The First Amendment generally protects against government infringement on speech. Courts have also held that private companies, including newspapers and broadcasters, have the right to control the speech they publish and disseminate. That includes the right of editors not to publish something they don’t want to publish.

The Texas law, signed by Gov. Greg Abbott (R), allows state residents and the attorney general to sue large social media companies if they believe they were unfairly banned or censored from a platform. A similar Florida law would penalize social media companies for blocking a politician’s posts.

Last spring, in a 5-4 vote, the Supreme Court prevented the Texas law from taking effect while the litigation continues.

“Social media platforms have transformed the way people communicate with each other and obtain news,” Justice Samuel A. Alito Jr. wrote in a dissent, joined by fellow conservatives, Justices Clarence Thomas and Neil M. Gorsuch. “At issue is a ground-breaking Texas law that addresses the power of dominant social media corporations to shape public discussion of the important issues of the day.”

Alito added: “It is not at all obvious how our existing precedents, which predate the age of the internet, should apply to large social media companies.”

Liberal justice Elena Kagan also dissented, but did not provide an explanation.

Tech trade groups Netchoice and the Computer & Communications Industry Association (CCIA) argue that if the laws take effect, they could have made it legally risky for tech companies to remove violent, hateful or indecent content.
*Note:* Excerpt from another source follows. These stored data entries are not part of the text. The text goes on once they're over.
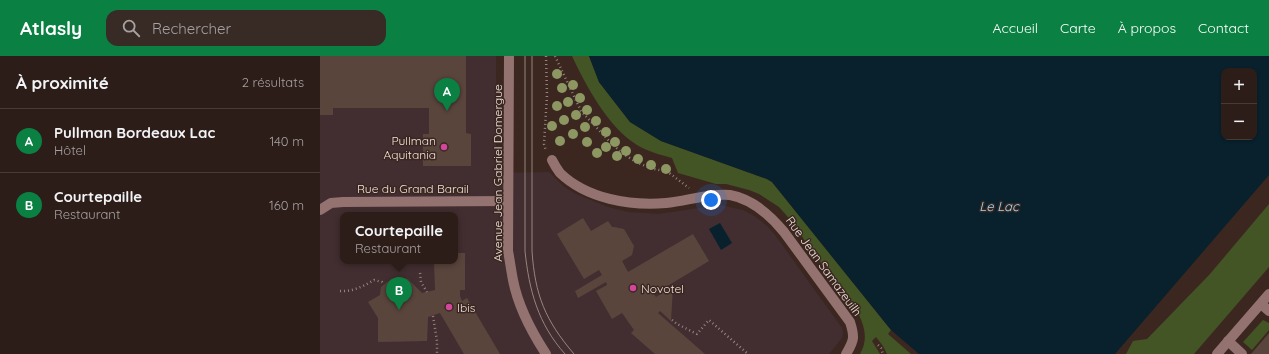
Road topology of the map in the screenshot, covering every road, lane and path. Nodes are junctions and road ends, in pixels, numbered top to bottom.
1 (509, 56) edge
2 (546, 56) edge
3 (555, 56) edge
4 (552, 160) joint
5 (700, 198) junction
6 (508, 201) junction
7 (320, 210) edge
8 (420, 273) dead end
9 (384, 284) dead end
10 (340, 291) dead end
11 (427, 292) dead end
12 (1269, 294) edge
13 (1261, 304) junction
14 (1269, 311) edge
15 (433, 316) dead end
16 (672, 320) dead end
17 (1228, 341) junction
18 (878, 345) dead end
19 (437, 354) edge
20 (546, 354) edge
21 (748, 354) edge
22 (846, 354) edge
23 (883, 354) edge
24 (1217, 354) edge
25 (1242, 354) edge

1 - 6 street, Avenue Jean Gabriel Domergue
2 - 4 path
3 - 5 path
4 - 5 street, Rue Jean Samazeuilh
5 - 22 street, Rue Jean Samazeuilh
6 - 7 street, Rue du Grand Barail
6 - 20 street, Avenue Jean Gabriel Domergue
8 - 11 path
9 - 10 path
12 - 13 street
13 - 14 street
13 - 17 street
15 - 19 path
16 - 21 path
17 - 24 street
17 - 25 street
18 - 23 path

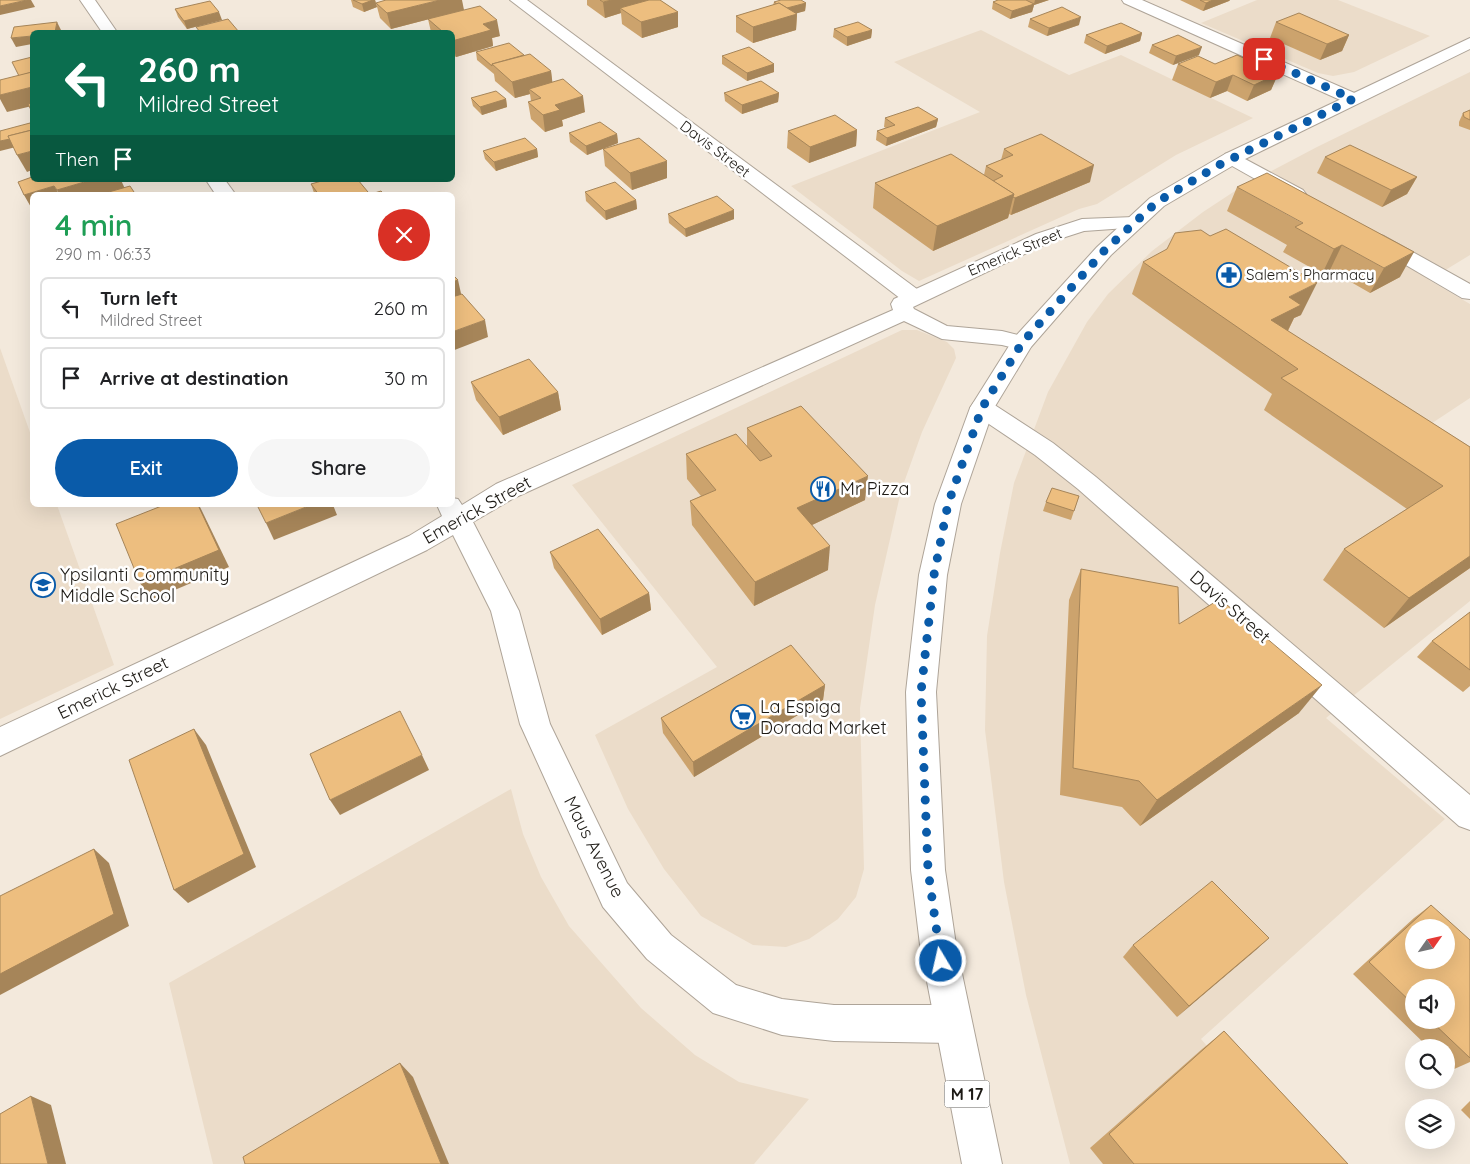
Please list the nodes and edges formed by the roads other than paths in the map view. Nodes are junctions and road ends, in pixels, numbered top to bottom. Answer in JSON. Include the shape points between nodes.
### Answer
{"nodes":[{"id":1,"x":87,"y":0,"type":"edge"},
{"id":2,"x":517,"y":0,"type":"edge"},
{"id":3,"x":1129,"y":0,"type":"edge"},
{"id":4,"x":109,"y":30,"type":"edge"},
{"id":5,"x":1470,"y":43,"type":"edge"},
{"id":6,"x":1353,"y":99,"type":"junction"},
{"id":7,"x":1232,"y":158,"type":"junction"},
{"id":8,"x":1314,"y":204,"type":"edge"},
{"id":9,"x":1134,"y":222,"type":"junction"},
{"id":10,"x":1364,"y":233,"type":"edge"},
{"id":11,"x":1470,"y":293,"type":"edge"},
{"id":12,"x":906,"y":305,"type":"junction"},
{"id":13,"x":1022,"y":343,"type":"junction"},
{"id":14,"x":982,"y":408,"type":"junction"},
{"id":15,"x":453,"y":512,"type":"edge"},
{"id":16,"x":0,"y":742,"type":"edge"},
{"id":17,"x":1470,"y":815,"type":"edge"},
{"id":18,"x":953,"y":1024,"type":"junction"},
{"id":19,"x":982,"y":1164,"type":"edge"}],
"edges":[{"from":1,"to":4,"type":"street"},
{"from":2,"to":12,"type":"street","name":"Davis Street"},
{"from":3,"to":6,"type":"street"},
{"from":5,"to":6,"type":"street","number":"M 17"},
{"from":6,"to":7,"type":"street","number":"M 17"},
{"from":7,"to":8,"type":"street"},
{"from":7,"to":9,"type":"street","number":"M 17","via":[[1186,183]]},
{"from":9,"to":12,"type":"street","name":"Emerick Street","via":[[1082,225],[1043,238]]},
{"from":9,"to":13,"type":"street","number":"M 17"},
{"from":10,"to":11,"type":"street"},
{"from":12,"to":13,"type":"street","name":"Davis Street","via":[[942,332]]},
{"from":12,"to":15,"type":"street","name":"Emerick Street","via":[[505,491]]},
{"from":13,"to":14,"type":"street","number":"M 17"},
{"from":14,"to":17,"type":"street","name":"Davis Street","via":[[1044,449],[1087,483]]},
{"from":14,"to":18,"type":"street","number":"M 17","via":[[948,504],[934,575],[921,692],[928,870]]},
{"from":15,"to":16,"type":"street","name":"Emerick Street","via":[[418,543]]},
{"from":15,"to":18,"type":"street","name":"Maus Avenue","via":[[506,611],[535,724],[615,896],[660,947],[726,1000],[782,1017],[834,1023]]},
{"from":18,"to":19,"type":"street","number":"M 17"}]}
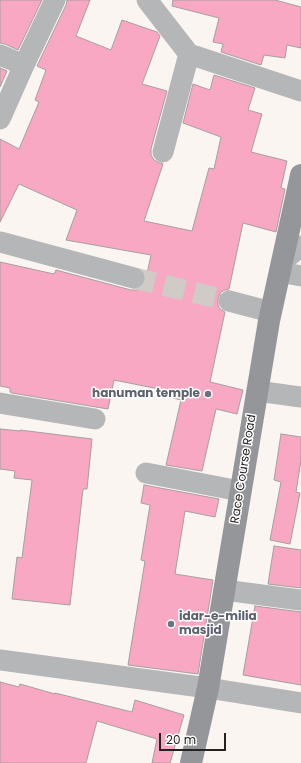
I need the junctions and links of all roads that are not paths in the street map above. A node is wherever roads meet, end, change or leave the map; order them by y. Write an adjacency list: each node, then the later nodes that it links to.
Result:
1 (55, 0): 5 (street)
2 (147, 0): 3 (street)
3 (189, 54): 6 (street); 8 (street)
4 (0, 55): 5 (street)
5 (24, 65): 7 (street)
6 (301, 91)
7 (0, 119)
8 (163, 152)
9 (301, 175): 12 (street, Race Course Road)
10 (0, 242): 14 (street)
11 (301, 246): 12 (street)
12 (281, 267): 13 (street); 16 (street, Race Course Road)
13 (301, 276)
14 (134, 278)
15 (229, 301): 16 (street)
16 (271, 312): 17 (street, Race Course Road)
17 (257, 391): 18 (street); 22 (street, Race Course Road)
18 (301, 397)
19 (0, 402): 20 (street)
20 (95, 419)
21 (146, 473): 22 (street)
22 (240, 491): 23 (street, Race Course Road)
23 (224, 590): 24 (street); 26 (street, Race Course Road)
24 (301, 600)
25 (0, 660): 26 (street)
26 (208, 688): 27 (street); 28 (street, Race Course Road)
27 (301, 702)
28 (191, 763)

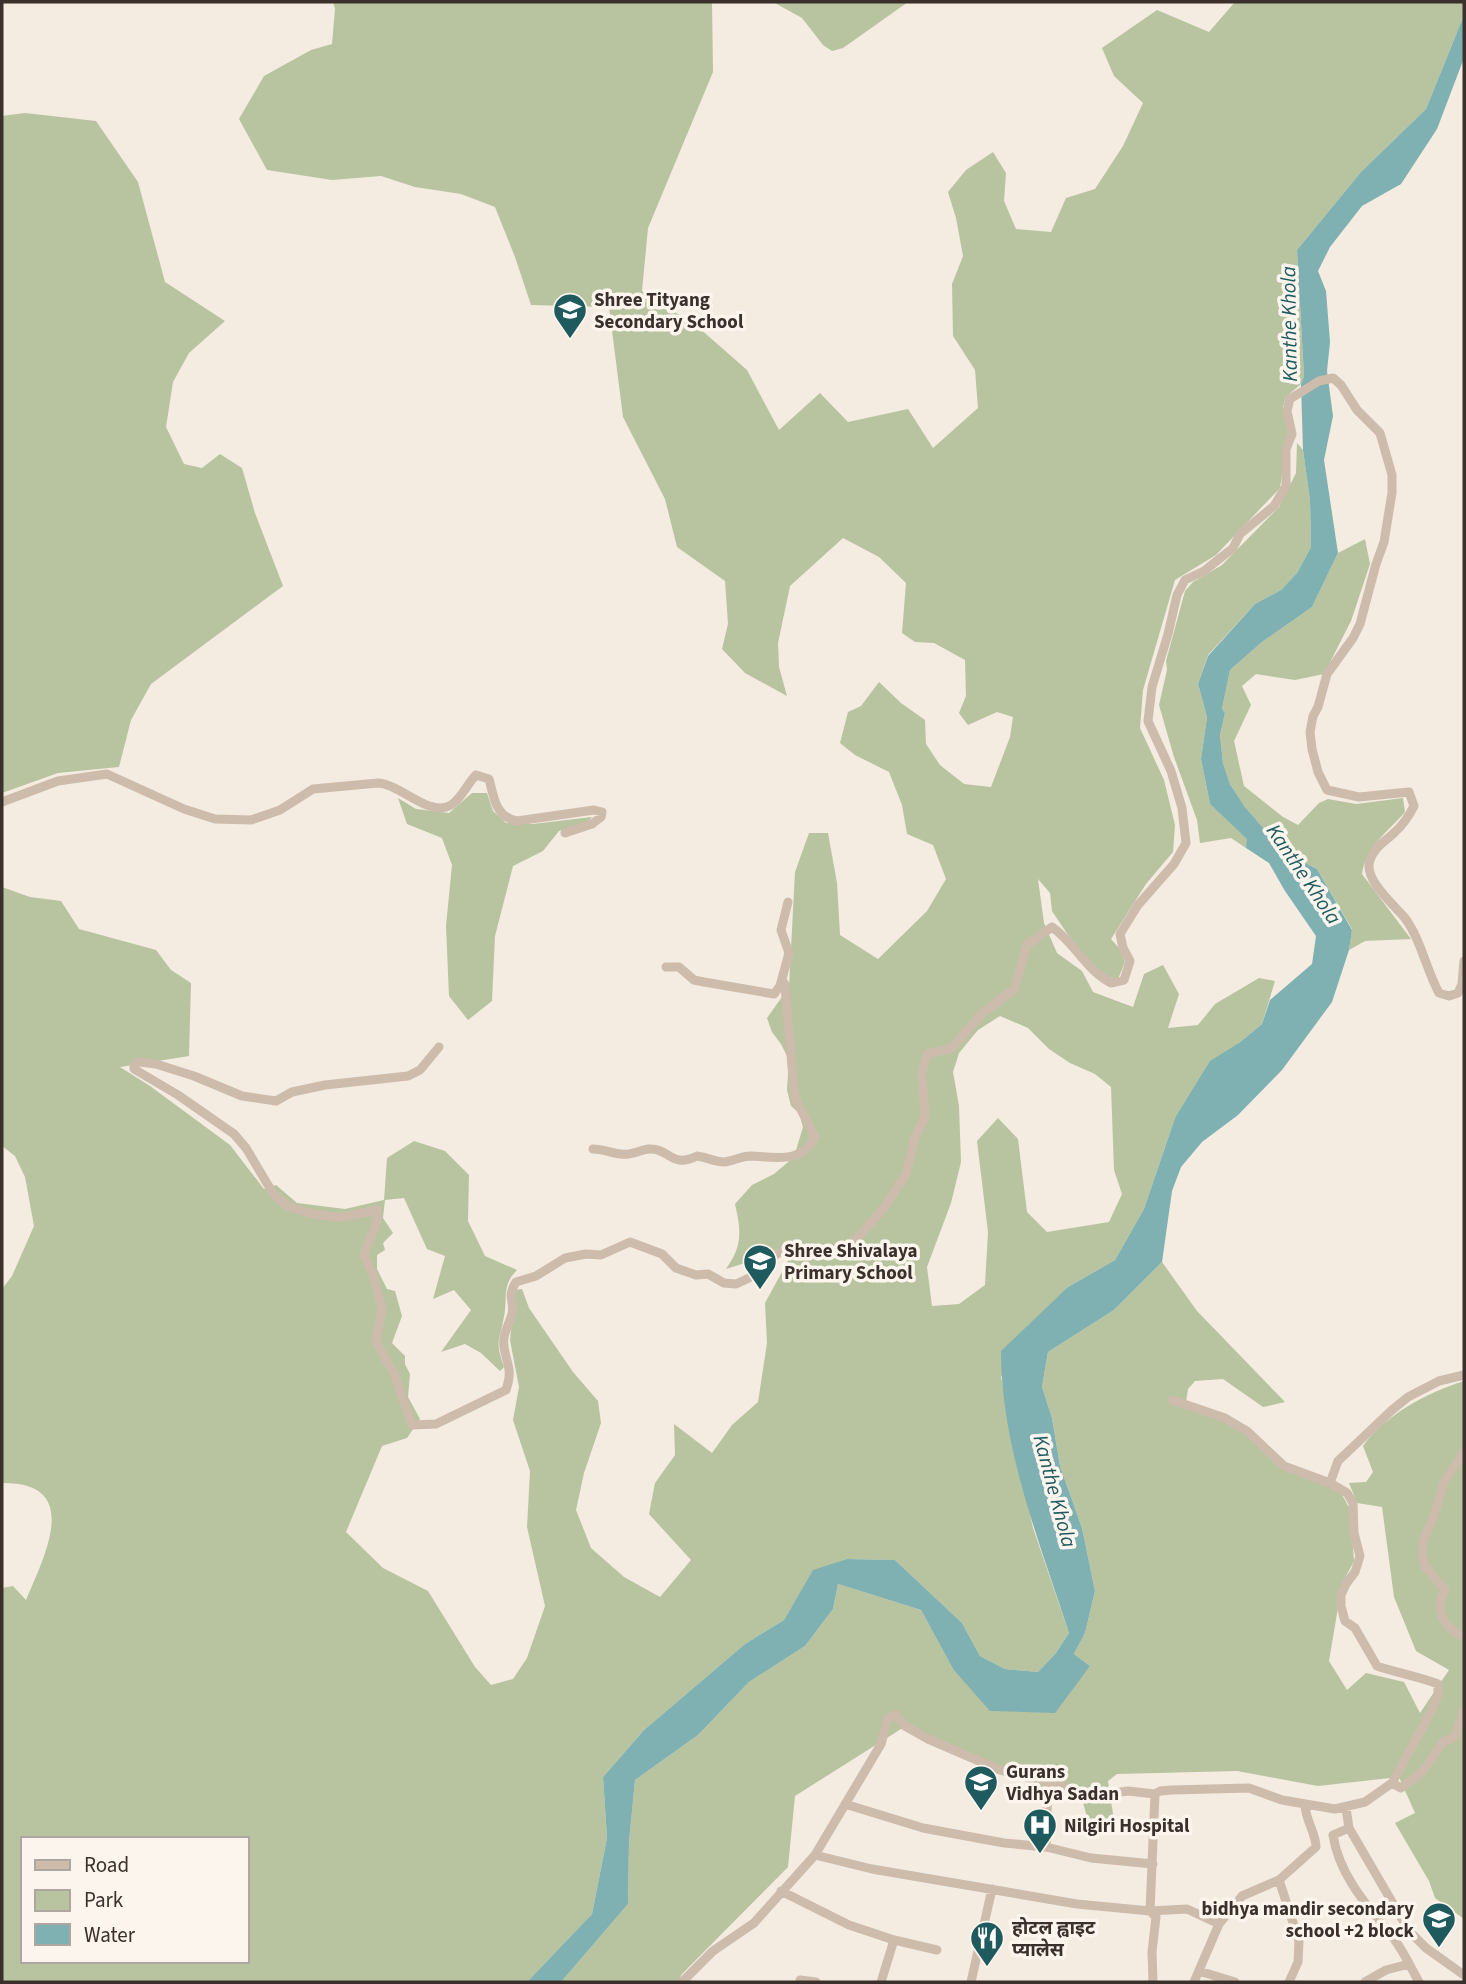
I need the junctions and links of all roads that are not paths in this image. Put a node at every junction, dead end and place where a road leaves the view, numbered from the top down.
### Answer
1 (2, 803) edge
2 (565, 833) dead end
3 (788, 902) dead end
4 (1464, 961) edge
5 (666, 967) dead end
6 (782, 979) junction
7 (439, 1047) dead end
8 (593, 1149) dead end
9 (1464, 1375) edge
10 (1172, 1400) dead end
11 (1464, 1452) edge
12 (1330, 1483) junction
13 (1464, 1636) edge
14 (1464, 1710) edge
15 (1048, 1782) junction
16 (1392, 1783) junction
17 (1155, 1794) junction
18 (845, 1804) junction
19 (1305, 1804) junction
20 (1346, 1808) junction
21 (1349, 1828) junction
22 (1046, 1847) junction
23 (815, 1855) junction
24 (1153, 1864) junction
25 (1279, 1880) junction
26 (992, 1889) junction
27 (781, 1891) junction
28 (1150, 1912) junction
29 (1219, 1924) junction
30 (1409, 1931) junction
31 (894, 1940) junction
32 (1395, 1941) junction
33 (937, 1950) dead end
34 (1409, 1964) junction
35 (1199, 1971) junction
36 (1464, 1975) edge
37 (800, 1980) dead end
38 (682, 1982) edge
39 (816, 1982) edge
40 (881, 1982) edge
41 (971, 1982) edge
42 (1153, 1982) edge
43 (1195, 1982) edge
44 (1235, 1982) edge
45 (1289, 1982) edge
46 (1365, 1982) edge
47 (1419, 1982) edge

1 - 2 street
3 - 6 street
4 - 7 street
5 - 6 street
6 - 8 street
9 - 12 street
10 - 12 street
11 - 13 street
12 - 16 street
14 - 16 street
15 - 17 street
15 - 18 street
15 - 22 street
16 - 20 street
17 - 19 street
17 - 24 street
18 - 22 street
18 - 23 street
19 - 20 street
19 - 25 street
20 - 21 street
21 - 30 street
21 - 32 street
22 - 24 street
23 - 26 street
23 - 27 street
24 - 28 street
25 - 29 street
25 - 45 street
26 - 28 street
26 - 41 street
27 - 31 street
27 - 38 street
28 - 29 street
28 - 42 street
29 - 35 street
30 - 32 street
30 - 36 street
31 - 33 street
31 - 40 street
32 - 34 street
34 - 46 street
34 - 47 street
35 - 43 street
35 - 44 street
37 - 39 street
But leaving the content online could lead to user and advertiser boycotts of the services, the companies say.

The CCIA, which represents Meta, X and Google, called the order “encouraging” in a statement. “It is high time that the Supreme Court resolves whether governments can force websites to publish dangerous content,” said CCIA president Matt Schruers. “Telling private websites they must give equal treatment to extremist hate isn’t just unwise, it is unconstitutional, and we look forward to demonstrating that to the Court.”

In its order Friday, the justices agreed to hear 10 other cases, including a challenge to the FBI’s “no-fly” list that the government maintains to prevent terrorism suspects from boarding airplanes. The Biden administration asked the court to reverse a ruling from the U.S. Court of Appeals for the 9th Circuit that said an Oregon man’s challenge to his placement on the list could proceed even though the government had removed him seven years ago and had submitted a sworn declaration stating that he “will not be placed on the No Fly List in the future based on the currently available information.”